Sharapova, P., Tikhonova, O., Lemieux, S., Boyd, R., & Chekhova, M. (2018). Bright squeezed vacuum in a nonlinear interferometer: Frequency and temporal Schmidt-mode description. PHYSICAL REVIEW A, 97: 053827. doi:10.1103/PhysRevA.97.053827.

Zitierlink: https://hdl.handle.net/21.11116/0000-0002-188F-3

Zusammenfassung

Control over the spectral properties of the bright squeezed vacuum (BSV), a highly multimode nonclassical macroscopic state of light that can be generated through high-gain parametric down conversion, is crucial for many applications. In particular, in several recent experiments BSV is generated in a strongly pumped SU(1,1) interferometer to achieve phase supersensitivity, perform broadband homodyne detection, or tailor the frequency spectrum of squeezed light.
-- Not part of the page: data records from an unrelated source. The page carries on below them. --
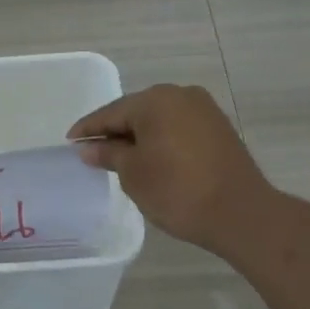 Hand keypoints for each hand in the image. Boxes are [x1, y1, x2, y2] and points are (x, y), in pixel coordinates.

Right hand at [68, 85, 271, 251]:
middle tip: (91, 150)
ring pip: (159, 119)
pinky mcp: (218, 128)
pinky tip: (151, 158)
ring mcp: (204, 110)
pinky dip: (160, 140)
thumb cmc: (176, 190)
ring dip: (139, 135)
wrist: (239, 213)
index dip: (88, 129)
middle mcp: (180, 95)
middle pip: (136, 111)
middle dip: (114, 130)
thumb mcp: (133, 173)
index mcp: (155, 100)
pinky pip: (178, 128)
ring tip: (119, 157)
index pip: (111, 113)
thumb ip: (109, 154)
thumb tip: (89, 148)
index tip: (70, 141) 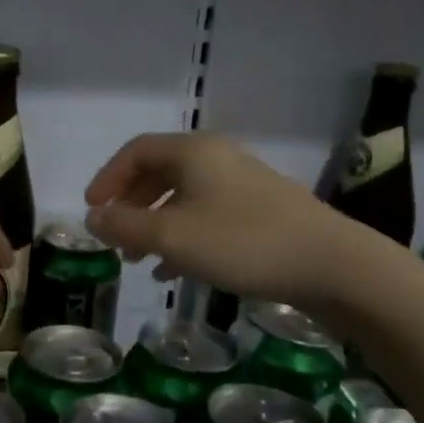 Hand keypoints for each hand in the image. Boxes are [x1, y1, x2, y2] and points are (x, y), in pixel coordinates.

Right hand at [84, 133, 358, 308]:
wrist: (331, 265)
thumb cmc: (241, 242)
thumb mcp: (172, 236)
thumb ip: (125, 225)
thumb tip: (93, 217)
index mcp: (193, 153)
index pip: (136, 151)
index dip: (107, 178)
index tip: (92, 210)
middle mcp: (216, 159)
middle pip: (158, 173)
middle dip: (130, 205)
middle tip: (115, 238)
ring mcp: (241, 185)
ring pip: (182, 198)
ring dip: (154, 225)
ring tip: (139, 259)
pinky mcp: (260, 212)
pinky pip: (206, 216)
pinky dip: (182, 237)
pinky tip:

In this work, we present an analytical approach to the theoretical description of BSV in the frequency domain based on the Bloch-Messiah reduction and the Schmidt-mode formalism. As a special case we consider a strongly pumped SU(1,1) interferometer. We show that different moments of the radiation at its output depend on the phase, dispersion, and the parametric gain in a nontrivial way, thereby providing additional insights on the capabilities of nonlinear interferometers. In particular, a dramatic change in the spectrum occurs as the parametric gain increases.